• _Stored items_
•••
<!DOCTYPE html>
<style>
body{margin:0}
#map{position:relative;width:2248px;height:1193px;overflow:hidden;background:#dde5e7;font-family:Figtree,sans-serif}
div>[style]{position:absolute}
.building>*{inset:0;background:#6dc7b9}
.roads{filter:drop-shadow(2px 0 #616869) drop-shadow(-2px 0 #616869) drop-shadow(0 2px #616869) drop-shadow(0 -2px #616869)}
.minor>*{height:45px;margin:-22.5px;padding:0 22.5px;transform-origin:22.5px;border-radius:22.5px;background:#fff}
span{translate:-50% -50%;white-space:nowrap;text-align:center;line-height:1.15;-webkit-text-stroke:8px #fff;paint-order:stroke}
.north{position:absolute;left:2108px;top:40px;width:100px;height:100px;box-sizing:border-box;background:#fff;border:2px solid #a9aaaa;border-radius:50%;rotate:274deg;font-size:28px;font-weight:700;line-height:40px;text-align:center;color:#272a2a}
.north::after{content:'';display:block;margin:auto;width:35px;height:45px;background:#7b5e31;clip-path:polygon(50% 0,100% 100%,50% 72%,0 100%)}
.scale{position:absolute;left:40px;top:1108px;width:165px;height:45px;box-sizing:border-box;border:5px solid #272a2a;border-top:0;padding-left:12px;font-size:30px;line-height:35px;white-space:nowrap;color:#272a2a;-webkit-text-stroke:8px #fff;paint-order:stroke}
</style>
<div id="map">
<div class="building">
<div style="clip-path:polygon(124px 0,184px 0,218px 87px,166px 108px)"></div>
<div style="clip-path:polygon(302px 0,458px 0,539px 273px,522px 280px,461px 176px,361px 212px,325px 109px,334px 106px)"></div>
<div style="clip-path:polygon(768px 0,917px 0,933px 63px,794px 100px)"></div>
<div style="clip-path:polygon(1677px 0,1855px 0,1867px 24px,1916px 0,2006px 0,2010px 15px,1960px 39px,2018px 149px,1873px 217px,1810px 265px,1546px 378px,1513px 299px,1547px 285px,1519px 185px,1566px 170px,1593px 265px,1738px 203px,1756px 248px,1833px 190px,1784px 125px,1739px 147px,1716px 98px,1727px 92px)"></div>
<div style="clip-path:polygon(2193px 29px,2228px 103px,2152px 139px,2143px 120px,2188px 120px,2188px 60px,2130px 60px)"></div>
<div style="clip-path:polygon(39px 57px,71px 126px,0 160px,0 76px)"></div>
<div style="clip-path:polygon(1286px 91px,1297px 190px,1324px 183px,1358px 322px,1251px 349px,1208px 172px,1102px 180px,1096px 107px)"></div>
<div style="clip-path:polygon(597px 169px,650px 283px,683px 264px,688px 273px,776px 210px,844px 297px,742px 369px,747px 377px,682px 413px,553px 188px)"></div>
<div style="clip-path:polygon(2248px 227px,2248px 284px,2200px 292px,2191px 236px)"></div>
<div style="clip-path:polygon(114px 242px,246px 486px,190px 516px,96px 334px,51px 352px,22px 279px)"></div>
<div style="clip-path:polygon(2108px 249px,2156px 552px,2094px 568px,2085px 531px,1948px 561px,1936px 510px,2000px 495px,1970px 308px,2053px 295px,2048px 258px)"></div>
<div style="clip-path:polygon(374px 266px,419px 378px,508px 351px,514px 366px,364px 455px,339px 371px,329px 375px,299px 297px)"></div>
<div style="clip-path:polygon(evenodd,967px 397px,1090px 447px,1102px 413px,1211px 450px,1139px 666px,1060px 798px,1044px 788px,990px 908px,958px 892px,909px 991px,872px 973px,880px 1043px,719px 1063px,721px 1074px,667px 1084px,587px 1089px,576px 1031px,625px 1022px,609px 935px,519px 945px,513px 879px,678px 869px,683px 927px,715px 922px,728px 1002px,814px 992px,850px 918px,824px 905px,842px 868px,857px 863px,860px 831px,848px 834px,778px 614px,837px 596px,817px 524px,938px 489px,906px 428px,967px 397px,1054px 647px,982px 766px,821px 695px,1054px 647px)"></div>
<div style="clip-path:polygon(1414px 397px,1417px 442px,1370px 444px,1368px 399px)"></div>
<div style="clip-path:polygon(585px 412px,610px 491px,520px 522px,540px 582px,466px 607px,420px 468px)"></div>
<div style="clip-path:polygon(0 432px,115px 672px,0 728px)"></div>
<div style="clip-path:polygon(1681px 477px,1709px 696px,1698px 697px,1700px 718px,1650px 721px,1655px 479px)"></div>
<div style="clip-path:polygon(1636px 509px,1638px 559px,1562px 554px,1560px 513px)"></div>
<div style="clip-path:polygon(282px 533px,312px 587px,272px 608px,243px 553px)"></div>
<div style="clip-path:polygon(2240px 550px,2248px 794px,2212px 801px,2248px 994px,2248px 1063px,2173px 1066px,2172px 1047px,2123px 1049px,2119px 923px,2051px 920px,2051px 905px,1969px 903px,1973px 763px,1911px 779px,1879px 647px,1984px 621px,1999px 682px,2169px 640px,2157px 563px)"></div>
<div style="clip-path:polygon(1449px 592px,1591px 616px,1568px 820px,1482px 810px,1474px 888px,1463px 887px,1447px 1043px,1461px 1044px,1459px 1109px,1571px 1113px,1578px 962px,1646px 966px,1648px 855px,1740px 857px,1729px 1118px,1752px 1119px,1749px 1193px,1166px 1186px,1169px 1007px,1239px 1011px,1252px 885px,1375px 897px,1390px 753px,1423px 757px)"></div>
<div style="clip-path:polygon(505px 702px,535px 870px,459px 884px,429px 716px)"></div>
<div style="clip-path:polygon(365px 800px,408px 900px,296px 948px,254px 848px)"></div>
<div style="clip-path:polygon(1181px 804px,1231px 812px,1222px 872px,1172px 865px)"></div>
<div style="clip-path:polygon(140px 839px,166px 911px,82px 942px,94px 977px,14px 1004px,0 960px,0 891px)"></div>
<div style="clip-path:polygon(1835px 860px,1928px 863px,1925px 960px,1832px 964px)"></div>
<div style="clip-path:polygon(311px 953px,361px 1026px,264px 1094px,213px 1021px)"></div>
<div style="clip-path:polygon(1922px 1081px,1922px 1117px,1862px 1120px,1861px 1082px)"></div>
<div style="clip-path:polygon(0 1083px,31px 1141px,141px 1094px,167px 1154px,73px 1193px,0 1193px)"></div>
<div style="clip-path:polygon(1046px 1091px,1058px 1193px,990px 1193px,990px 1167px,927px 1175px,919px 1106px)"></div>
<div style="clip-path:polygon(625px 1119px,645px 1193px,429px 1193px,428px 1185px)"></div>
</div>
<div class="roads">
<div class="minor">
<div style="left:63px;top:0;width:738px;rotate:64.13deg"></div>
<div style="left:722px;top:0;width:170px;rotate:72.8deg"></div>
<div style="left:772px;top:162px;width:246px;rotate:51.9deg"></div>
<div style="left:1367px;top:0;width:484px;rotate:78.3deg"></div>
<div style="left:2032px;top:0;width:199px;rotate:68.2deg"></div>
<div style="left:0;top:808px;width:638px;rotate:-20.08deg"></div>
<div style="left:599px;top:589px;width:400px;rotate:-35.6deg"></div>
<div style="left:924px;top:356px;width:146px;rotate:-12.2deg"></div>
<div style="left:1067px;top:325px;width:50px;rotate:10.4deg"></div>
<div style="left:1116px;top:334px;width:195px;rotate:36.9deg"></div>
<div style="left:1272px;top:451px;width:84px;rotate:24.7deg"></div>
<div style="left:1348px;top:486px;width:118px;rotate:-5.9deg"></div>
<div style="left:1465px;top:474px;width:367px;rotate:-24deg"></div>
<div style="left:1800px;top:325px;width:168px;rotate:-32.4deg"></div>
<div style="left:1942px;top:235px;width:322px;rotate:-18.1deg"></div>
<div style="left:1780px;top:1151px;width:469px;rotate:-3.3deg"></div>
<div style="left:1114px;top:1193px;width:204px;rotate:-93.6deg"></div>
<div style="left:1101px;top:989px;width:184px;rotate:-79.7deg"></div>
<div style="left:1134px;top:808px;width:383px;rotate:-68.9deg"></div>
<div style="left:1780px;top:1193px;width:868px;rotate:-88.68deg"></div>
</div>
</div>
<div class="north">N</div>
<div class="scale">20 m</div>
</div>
•••
Take the lines above from the first through the one containing "0 #616869) drop-shadow(-2px" and reproduce them exactly; include nothing else.

<!DOCTYPE html>
<style>
body{margin:0}
#map{position:relative;width:2248px;height:1193px;overflow:hidden;background:#dde5e7;font-family:Figtree,sans-serif}
div>[style]{position:absolute}
.building>*{inset:0;background:#6dc7b9}
.roads{filter:drop-shadow(2px 0 #616869) drop-shadow(-2px 0 #616869) drop-shadow(0 2px #616869) drop-shadow(0 -2px #616869)}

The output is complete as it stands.